Previewing during voice_clone does not activate the voice_id.

Q: The default value of the channel parameter

A: Both mono and multi-channel audio can be used normally. Mono is often chosen as the default due to its better compatibility and superior sound focus, which typically results in clearer audio quality.

Q: The function of the timbre weights parameter

A: The timber weights parameter is primarily used in scenarios involving the mixing of multiple voice_ids.

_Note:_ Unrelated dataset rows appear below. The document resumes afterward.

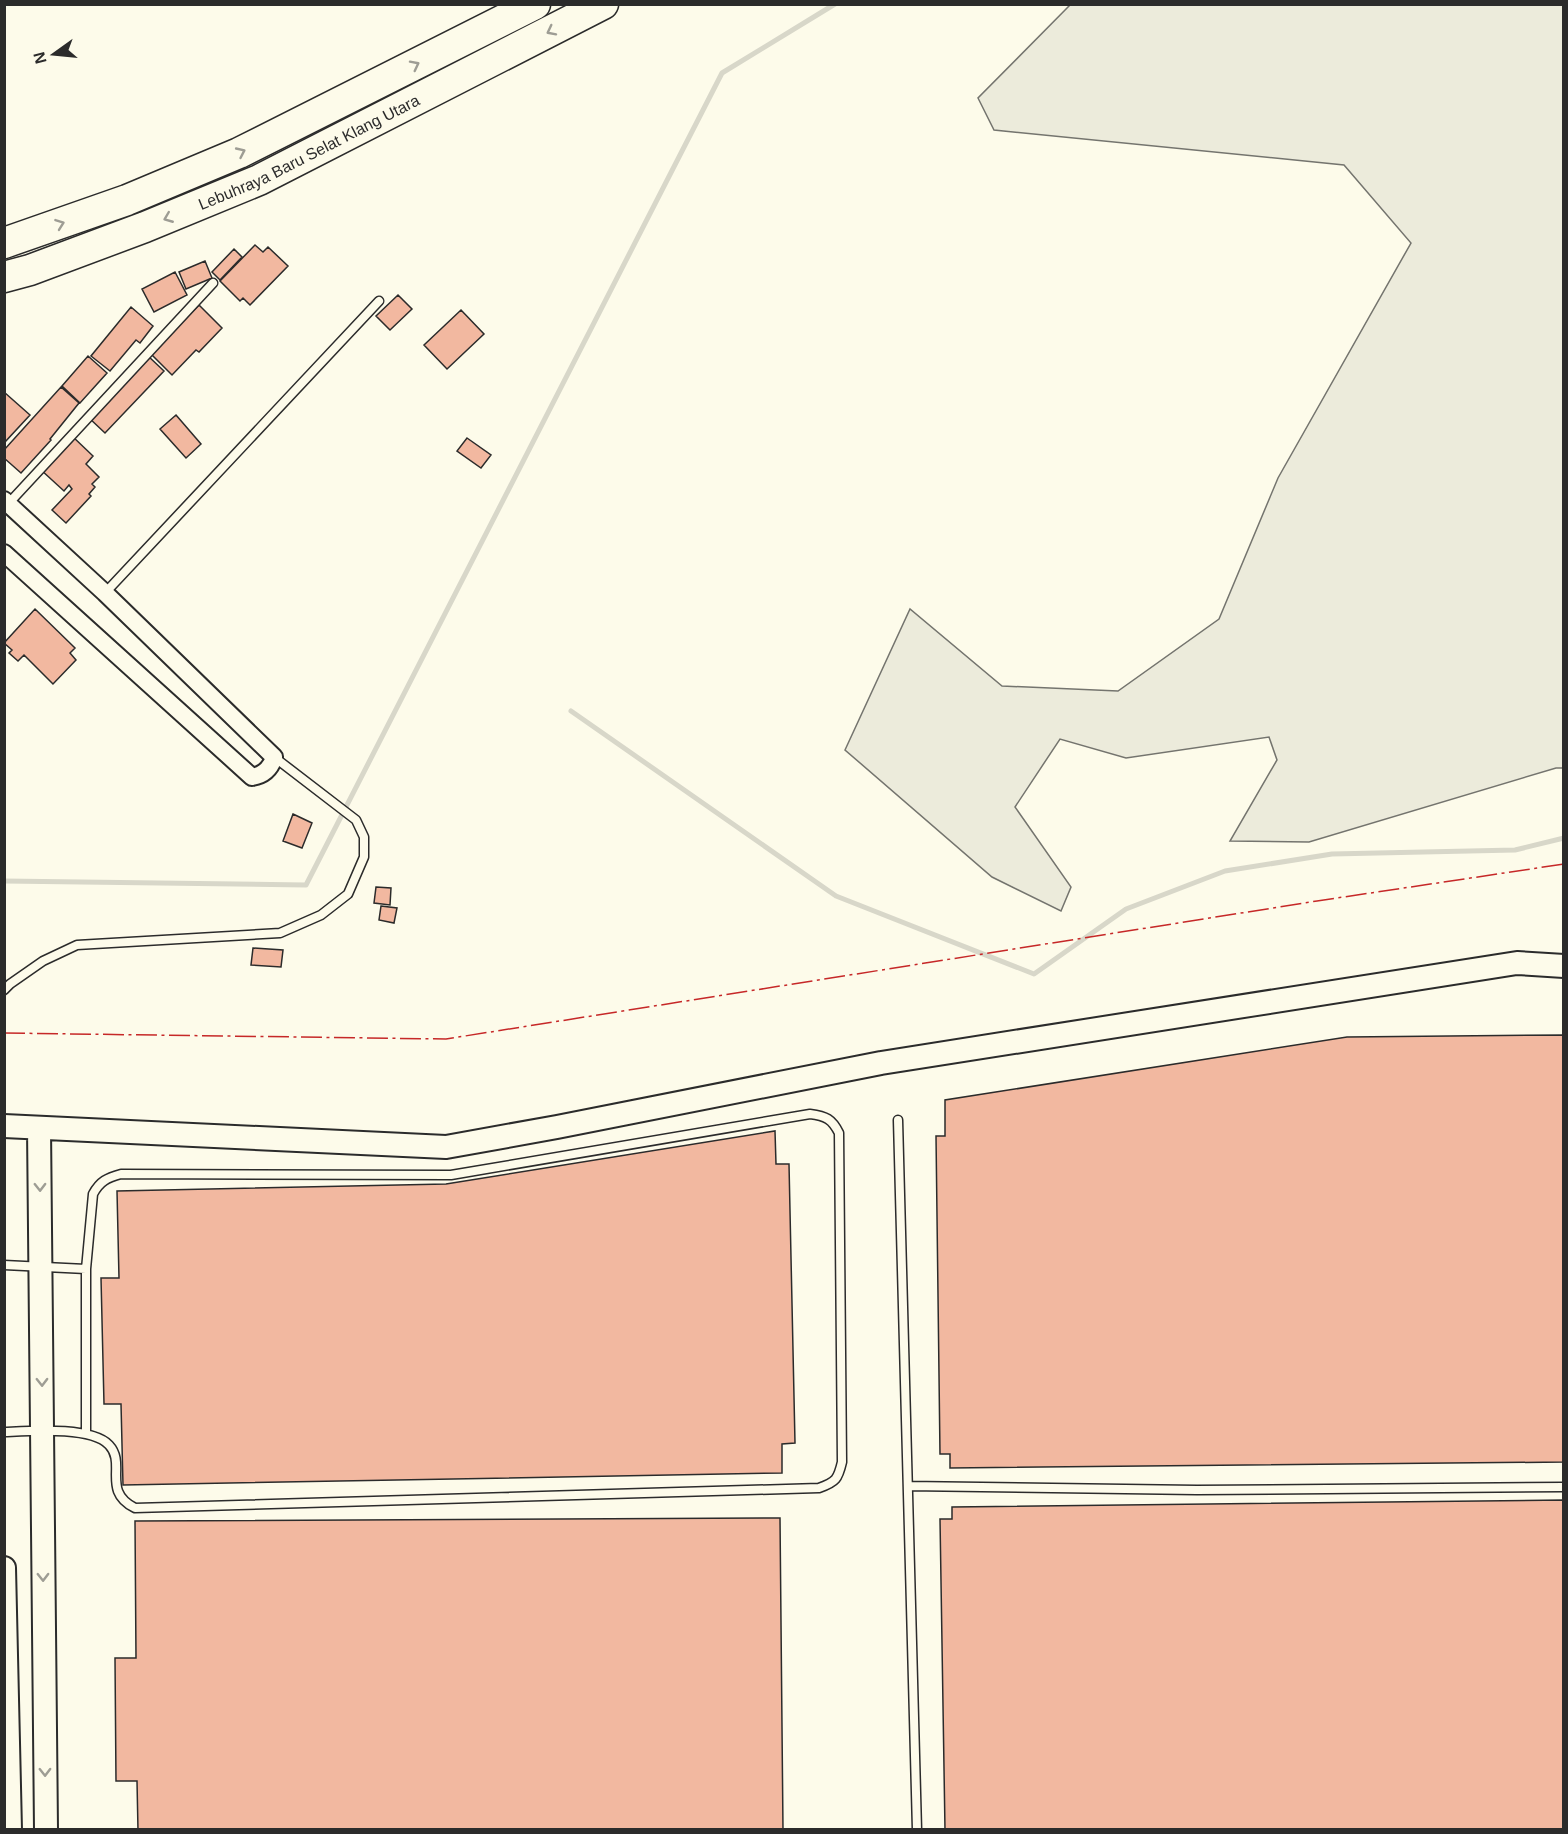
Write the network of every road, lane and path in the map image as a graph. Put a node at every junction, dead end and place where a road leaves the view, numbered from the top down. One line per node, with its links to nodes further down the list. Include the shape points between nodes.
1 (535, 4): 3 (highway, Lebuhraya Baru Selat Klang Utara, one-way to 1, via 128,200 239,153)
2 (603, 4): 4 (highway, Lebuhraya Baru Selat Klang Utara, one-way to 4, via 259,180 145,227)
3 (4, 243)
4 (4, 277)
5 (213, 283): 7 (lane)
6 (379, 301): 9 (lane)
7 (6, 502): 9 (street)
8 (7, 556): 10 (street, via 252,777 261,775)
9 (105, 593): 10 (street)
10 (274, 757): 12 (lane, via 356,820 364,837 363,857 348,894 321,915 280,933 77,945 43,962)
11 (1563, 966): 15 (street, via 1517,963 880,1063 446,1147)
12 (4, 990)
13 (898, 1120): 22 (lane)
14 (4, 1126): 15 (street)
15 (39, 1128): 17 (street, one-way to 17)
16 (4, 1265): 17 (lane)
17 (41, 1267): 18 (lane); 19 (street, one-way to 19)
18 (86, 1269): 21 (lane); 21 (lane, via 93,1194 99,1184 121,1174 451,1175 810,1114 833,1121 839,1133 842,1462 839,1476 831,1484 819,1488 135,1508 124,1503 117,1493 110,1446)
19 (42, 1431): 20 (lane); 21 (lane); 26 (street, one-way to 26)
20 (4, 1432)
21 (86, 1434)
22 (908, 1486): 23 (lane, via 1197,1490); 27 (lane)
23 (1563, 1487)
24 (4, 1568): 25 (street)
25 (10, 1830)
26 (46, 1830)
27 (916, 1830)

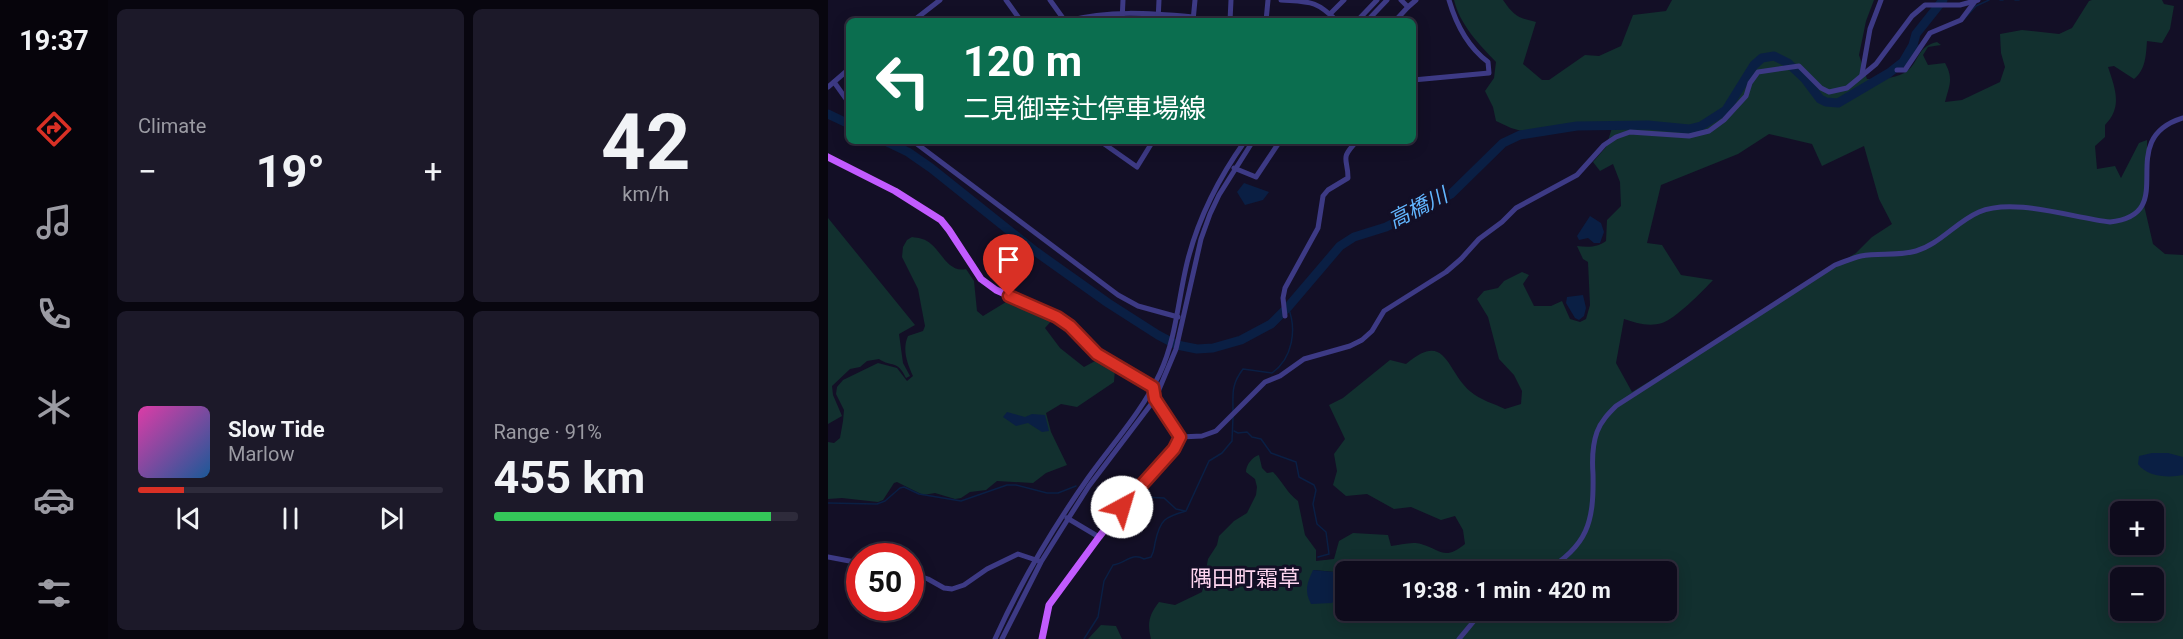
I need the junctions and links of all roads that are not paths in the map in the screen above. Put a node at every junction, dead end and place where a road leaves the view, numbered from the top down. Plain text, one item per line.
1 (940, 0) edge
2 (1006, 0) edge
3 (1050, 0) edge
4 (1123, 0) edge
5 (1159, 0) edge
6 (1195, 0) edge
7 (1231, 0) edge
8 (1268, 0) edge
9 (1281, 0) edge
10 (1344, 0) edge
11 (1377, 0) edge
12 (1386, 0) edge
13 (1401, 0) edge
14 (1416, 0) edge
15 (1449, 0) edge
16 (1881, 0) edge
17 (1977, 0) edge
18 (1408, 7) junction
19 (1122, 12) junction
20 (1158, 14) junction
21 (1330, 14) junction
22 (917, 18) edge
23 (1019, 18) edge
24 (1064, 18) edge
25 (1076, 18) edge
26 (1122, 18) edge
27 (1158, 18) edge
28 (1186, 18) edge
29 (1193, 18) edge
30 (1230, 18) edge
31 (1266, 18) edge
32 (1334, 18) edge
33 (1360, 18) edge
34 (1370, 18) edge
35 (1398, 18) edge
36 (1897, 70) dead end
37 (846, 72) edge
38 (1862, 75) junction
39 (1416, 80) edge
40 (834, 82) junction
41 (828, 87) edge
42 (846, 99) edge
43 (2183, 118) edge
44 (917, 144) edge
45 (1104, 144) edge
46 (1150, 144) edge
47 (1243, 144) edge
48 (1251, 144) edge
49 (1278, 144) edge
50 (1354, 144) edge
51 (828, 158) edge
52 (1234, 168) junction
53 (1285, 316) dead end
54 (1180, 318) junction
55 (1177, 329) junction
56 (1153, 387) junction
57 (1155, 399) junction
58 (1180, 437) junction
59 (1066, 517) junction
60 (1099, 537) junction
61 (828, 557) edge
62 (846, 560) edge
63 (1039, 561) junction
64 (1560, 561) edge
65 (924, 578) edge
66 (1474, 621) edge
67 (995, 639) edge
68 (1002, 639) edge
69 (1042, 639) edge
70 (1459, 639) edge

1 - 22 street
2 - 23 street
3 - 24 street
4 - 19 street
5 - 20 street
6 - 29 street
7 - 30 street
8 - 31 street
9 - 21 street
10 - 21 street
11 - 33 street
12 - 34 street
13 - 18 street
14 - 18 street
15 - 39 street
16 - 38 street
17 - 36 street
17 - 38 street
18 - 35 street
19 - 20 street
19 - 25 street
19 - 26 street
20 - 27 street
20 - 28 street
21 - 32 street
37 - 40 street
38 - 58 street
40 - 41 street
40 - 42 street
43 - 64 street
44 - 54 street
45 - 46 street
47 - 54 street
48 - 52 street
49 - 52 street
50 - 53 street
51 - 56 main road
52 - 54 street
54 - 55 street
55 - 56 street
55 - 57 street
56 - 57 main road
56 - 59 street
57 - 58 main road
57 - 59 street
58 - 60 main road
59 - 60 street
59 - 63 street
60 - 69 main road
61 - 62 street
63 - 65 street
63 - 67 street
63 - 68 street
66 - 70 street

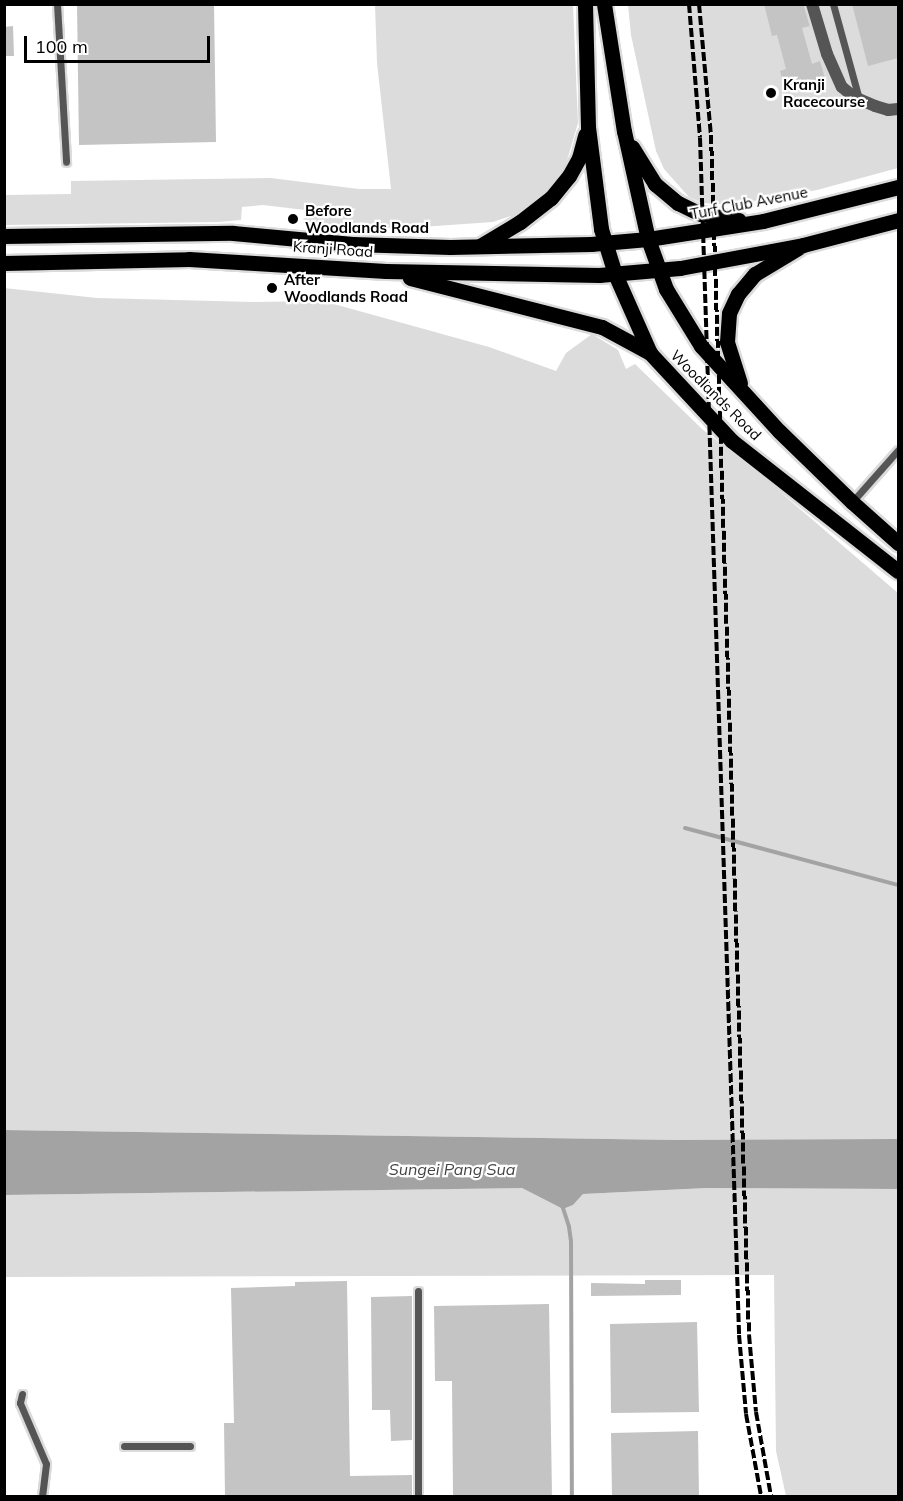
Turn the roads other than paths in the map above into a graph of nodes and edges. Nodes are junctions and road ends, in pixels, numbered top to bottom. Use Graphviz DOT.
graph roads {
  1 [pos="57,4"];
  2 [pos="585,4"];
  3 [pos="604,4"];
  4 [pos="812,4"];
  5 [pos="833,4"];
  6 [pos="859,99"];
  7 [pos="898,109"];
  8 [pos="588,127"];
  9 [pos="624,131"];
  10 [pos="66,162"];
  11 [pos="898,187"];
  12 [pos="898,220"];
  13 [pos="764,221"];
  14 [pos="4,236"];
  15 [pos="648,239"];
  16 [pos="604,243"];
  17 [pos="803,245"];
  18 [pos="480,246"];
  19 [pos="4,263"];
  20 [pos="660,269"];
  21 [pos="386,271"];
  22 [pos="615,273"];
  23 [pos="650,353"];
  24 [pos="743,390"];
  25 [pos="898,450"];
  26 [pos="852,502"];
  27 [pos="898,543"];
  28 [pos="898,571"];
  29 [pos="418,1291"];
  30 [pos="22,1395"];
  31 [pos="124,1446"];
  32 [pos="190,1446"];
  33 [pos="42,1497"];
  34 [pos="418,1497"];
  1 -- 10 [label="lane"];
  2 -- 8 [label="main road, Woodlands Road"];
  3 -- 9 [label="main road, Woodlands Road"];
  4 -- 6 [label="street"];
  5 -- 6 [label="lane"];
  6 -- 7 [label="street"];
  8 -- 16 [label="main road, Woodlands Road"];
  8 -- 18 [label="main road"];
  9 -- 13 [label="main road"];
  9 -- 15 [label="main road, Woodlands Road"];
  11 -- 13 [label="main road, Turf Club Avenue"];
  12 -- 17 [label="main road"];
  13 -- 15 [label="main road, Turf Club Avenue"];
  14 -- 18 [label="main road, Kranji Road"];
  15 -- 16 [label="main road, Turf Club Avenue"];
  15 -- 20 [label="main road, Woodlands Road"];
  16 -- 18 [label="main road, Kranji Road"];
  16 -- 22 [label="main road, Woodlands Road"];
  17 -- 20 [label="main road"];
  17 -- 24 [label="main road"];
  19 -- 21 [label="main road, Kranji Road"];
  20 -- 22 [label="main road, Kranji Road"];
  20 -- 24 [label="main road, Woodlands Road"];
  21 -- 22 [label="main road, Kranji Road"];
  21 -- 23 [label="main road"];
  22 -- 23 [label="main road, Woodlands Road"];
  23 -- 28 [label="main road, Woodlands Road"];
  24 -- 26 [label="main road, Woodlands Road"];
  25 -- 26 [label="lane"];
  26 -- 27 [label="main road, Woodlands Road"];
  29 -- 34 [label="lane"];
  30 -- 33 [label="lane"];
  31 -- 32 [label="lane"];
}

Its main functions include:
  • Reducing copyright risks by adjusting the weights of different voice_ids to create unique sound effects.
  • Creating new sound styles through the blending of voices, providing more possibilities for social interactions.
In practical applications, it is recommended to perform an audio cloning after adjusting the timber weights parameter to achieve a satisfactory sound, thereby generating a new and satisfactory voice_id.

Q: The function of the language_boosts parameter

A: The primary function of the language_boosts parameter is to help the model more accurately recognize text and synthesize audio according to different language texts (such as “Spanish”, “French”, “Chinese”, “Chinese,Yue”, etc.). This parameter ensures that the model does not mispronounce homophones or characters that have different pronunciations in different language contexts. Under normal circumstances, the language_boosts parameter does not affect the accent of the cloned voice.

Q: The function of the english_normalization parameter

The english_normalization parameter is used for normalizing English text. When processing English text, this parameter significantly improves the model’s pronunciation of numbers and dates, reducing the likelihood of mispronunciations. However, it is important to note that using this parameter may cause a delay in the synthesized audio duration. Additionally, if the text includes mathematical formulas, this parameter will also activate the corresponding text normalization function to ensure correct pronunciation of the formulas.

Q: Can I retrieve audio from a failed stream using the trace_id?

A: We do not provide a service to retrieve audio through the trace_id at present.

Q: How to query / delete voice_id and get public voices?

A: We do provide Delete Voice API to delete client-side voice_ids, and Get Voice API to query all available voice_ids under the current account. This includes system voices, clone voices, voice design voices and vocal voices from the music generation API.

Q: The main application scenarios for the T2A Large v2 asynchronous ultra-long text-to-speech generation interface?

This interface supports a maximum single text input of up to 1 million characters. Its primary application scenarios include creating audiobooks for books, allowing for the efficient utilization of system idle resources to perform asynchronous batch audio synthesis tasks.

Q: What is the purpose of the data.status field within the data parameter in the Response return of the T2A v2 interface?

The data.status field is used to indicate the status of the streaming generation process, with the following specific meanings:
  • Status 1: Indicates that the streaming generation process is currently in progress.
  • Status 2: Indicates that the synthesis has completed.

Q: What languages does voice cloning support?

  • For the original voice to be cloned: Any language can be used.
  • For the synthesized voice after cloning: The system supports 40 languages as listed on the official website.
It is best for the original voice and the target synthesis language to be the same. If they are different, there may be an accent issue. For example, if you have Trump speak Japanese, it might have an American accent.